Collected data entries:
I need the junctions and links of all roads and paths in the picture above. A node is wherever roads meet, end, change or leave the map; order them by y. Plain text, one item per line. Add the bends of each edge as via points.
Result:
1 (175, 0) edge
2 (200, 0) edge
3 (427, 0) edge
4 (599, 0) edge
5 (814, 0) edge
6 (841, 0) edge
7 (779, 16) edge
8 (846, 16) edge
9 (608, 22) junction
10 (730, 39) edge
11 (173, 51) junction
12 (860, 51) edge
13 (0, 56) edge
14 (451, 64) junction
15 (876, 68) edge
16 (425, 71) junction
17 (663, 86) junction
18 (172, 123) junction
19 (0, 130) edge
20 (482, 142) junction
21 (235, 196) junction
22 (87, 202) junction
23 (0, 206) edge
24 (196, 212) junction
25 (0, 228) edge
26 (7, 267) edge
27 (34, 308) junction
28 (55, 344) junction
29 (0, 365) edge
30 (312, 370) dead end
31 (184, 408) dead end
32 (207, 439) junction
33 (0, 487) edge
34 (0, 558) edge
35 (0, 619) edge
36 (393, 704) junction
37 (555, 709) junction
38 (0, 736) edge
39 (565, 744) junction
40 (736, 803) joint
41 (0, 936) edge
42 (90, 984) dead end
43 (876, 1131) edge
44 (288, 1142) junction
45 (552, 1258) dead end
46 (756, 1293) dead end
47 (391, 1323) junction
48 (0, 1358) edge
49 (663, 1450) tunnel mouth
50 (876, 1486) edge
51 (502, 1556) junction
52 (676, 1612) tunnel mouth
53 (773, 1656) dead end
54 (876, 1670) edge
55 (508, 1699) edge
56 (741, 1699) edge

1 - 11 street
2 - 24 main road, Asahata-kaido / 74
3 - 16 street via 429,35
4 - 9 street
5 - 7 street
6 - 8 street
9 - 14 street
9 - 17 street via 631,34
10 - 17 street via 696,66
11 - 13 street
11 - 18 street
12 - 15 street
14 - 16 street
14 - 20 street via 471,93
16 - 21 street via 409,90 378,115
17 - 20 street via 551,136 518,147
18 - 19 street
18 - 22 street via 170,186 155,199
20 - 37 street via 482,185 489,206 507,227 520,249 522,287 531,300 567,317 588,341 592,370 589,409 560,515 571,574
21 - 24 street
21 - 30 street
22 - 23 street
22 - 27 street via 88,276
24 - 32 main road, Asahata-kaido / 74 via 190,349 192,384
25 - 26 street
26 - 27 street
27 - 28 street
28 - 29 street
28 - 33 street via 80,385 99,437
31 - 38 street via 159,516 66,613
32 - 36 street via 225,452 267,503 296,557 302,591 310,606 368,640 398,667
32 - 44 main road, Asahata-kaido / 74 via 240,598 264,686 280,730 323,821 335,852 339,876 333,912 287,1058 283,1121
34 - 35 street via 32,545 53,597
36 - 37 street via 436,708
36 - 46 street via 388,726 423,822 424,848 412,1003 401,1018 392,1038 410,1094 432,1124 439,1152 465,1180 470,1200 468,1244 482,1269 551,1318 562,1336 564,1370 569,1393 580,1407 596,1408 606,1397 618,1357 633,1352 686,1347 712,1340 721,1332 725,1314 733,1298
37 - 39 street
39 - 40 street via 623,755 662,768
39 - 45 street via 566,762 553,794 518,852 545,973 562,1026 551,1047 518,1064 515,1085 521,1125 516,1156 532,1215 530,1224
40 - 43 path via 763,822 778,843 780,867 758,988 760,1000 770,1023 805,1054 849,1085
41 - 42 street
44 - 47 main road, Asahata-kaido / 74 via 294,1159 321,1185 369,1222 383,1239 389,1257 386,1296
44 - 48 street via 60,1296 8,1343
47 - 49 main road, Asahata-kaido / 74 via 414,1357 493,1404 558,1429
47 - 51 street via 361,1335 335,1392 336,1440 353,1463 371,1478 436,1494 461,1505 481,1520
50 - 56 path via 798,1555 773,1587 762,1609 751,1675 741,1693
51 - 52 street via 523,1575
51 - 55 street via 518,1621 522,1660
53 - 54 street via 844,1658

### Problem to work on
Retype the data in full and match it exactly.

### Written solution
I need the junctions and links of all roads and paths in the picture above. A node is wherever roads meet, end, change or leave the map; order them by y. Plain text, one item per line. Add the bends of each edge as via points.
Result:
1 (175, 0) edge
2 (200, 0) edge
3 (427, 0) edge
4 (599, 0) edge
5 (814, 0) edge
6 (841, 0) edge
7 (779, 16) edge
8 (846, 16) edge
9 (608, 22) junction
10 (730, 39) edge
11 (173, 51) junction
12 (860, 51) edge
13 (0, 56) edge
14 (451, 64) junction
15 (876, 68) edge
16 (425, 71) junction
17 (663, 86) junction
18 (172, 123) junction
19 (0, 130) edge
20 (482, 142) junction
21 (235, 196) junction
22 (87, 202) junction
23 (0, 206) edge
24 (196, 212) junction
25 (0, 228) edge
26 (7, 267) edge
27 (34, 308) junction
28 (55, 344) junction
29 (0, 365) edge
30 (312, 370) dead end
31 (184, 408) dead end
32 (207, 439) junction
33 (0, 487) edge
34 (0, 558) edge
35 (0, 619) edge
36 (393, 704) junction
37 (555, 709) junction
38 (0, 736) edge
39 (565, 744) junction
40 (736, 803) joint
41 (0, 936) edge
42 (90, 984) dead end
43 (876, 1131) edge
44 (288, 1142) junction
45 (552, 1258) dead end
46 (756, 1293) dead end
47 (391, 1323) junction
48 (0, 1358) edge
49 (663, 1450) tunnel mouth
50 (876, 1486) edge
51 (502, 1556) junction
52 (676, 1612) tunnel mouth
53 (773, 1656) dead end
54 (876, 1670) edge
55 (508, 1699) edge
56 (741, 1699) edge

1 - 11 street
2 - 24 main road, Asahata-kaido / 74
3 - 16 street via 429,35
4 - 9 street
5 - 7 street
6 - 8 street
9 - 14 street
9 - 17 street via 631,34
10 - 17 street via 696,66
11 - 13 street
11 - 18 street
12 - 15 street
14 - 16 street
14 - 20 street via 471,93
16 - 21 street via 409,90 378,115
17 - 20 street via 551,136 518,147
18 - 19 street
18 - 22 street via 170,186 155,199
20 - 37 street via 482,185 489,206 507,227 520,249 522,287 531,300 567,317 588,341 592,370 589,409 560,515 571,574
21 - 24 street
21 - 30 street
22 - 23 street
22 - 27 street via 88,276
24 - 32 main road, Asahata-kaido / 74 via 190,349 192,384
25 - 26 street
26 - 27 street
27 - 28 street
28 - 29 street
28 - 33 street via 80,385 99,437
31 - 38 street via 159,516 66,613
32 - 36 street via 225,452 267,503 296,557 302,591 310,606 368,640 398,667
32 - 44 main road, Asahata-kaido / 74 via 240,598 264,686 280,730 323,821 335,852 339,876 333,912 287,1058 283,1121
34 - 35 street via 32,545 53,597
36 - 37 street via 436,708
36 - 46 street via 388,726 423,822 424,848 412,1003 401,1018 392,1038 410,1094 432,1124 439,1152 465,1180 470,1200 468,1244 482,1269 551,1318 562,1336 564,1370 569,1393 580,1407 596,1408 606,1397 618,1357 633,1352 686,1347 712,1340 721,1332 725,1314 733,1298
37 - 39 street
39 - 40 street via 623,755 662,768
39 - 45 street via 566,762 553,794 518,852 545,973 562,1026 551,1047 518,1064 515,1085 521,1125 516,1156 532,1215 530,1224
40 - 43 path via 763,822 778,843 780,867 758,988 760,1000 770,1023 805,1054 849,1085
41 - 42 street
44 - 47 main road, Asahata-kaido / 74 via 294,1159 321,1185 369,1222 383,1239 389,1257 386,1296
44 - 48 street via 60,1296 8,1343
47 - 49 main road, Asahata-kaido / 74 via 414,1357 493,1404 558,1429
47 - 51 street via 361,1335 335,1392 336,1440 353,1463 371,1478 436,1494 461,1505 481,1520
50 - 56 path via 798,1555 773,1587 762,1609 751,1675 741,1693
51 - 52 street via 523,1575
51 - 55 street via 518,1621 522,1660
53 - 54 street via 844,1658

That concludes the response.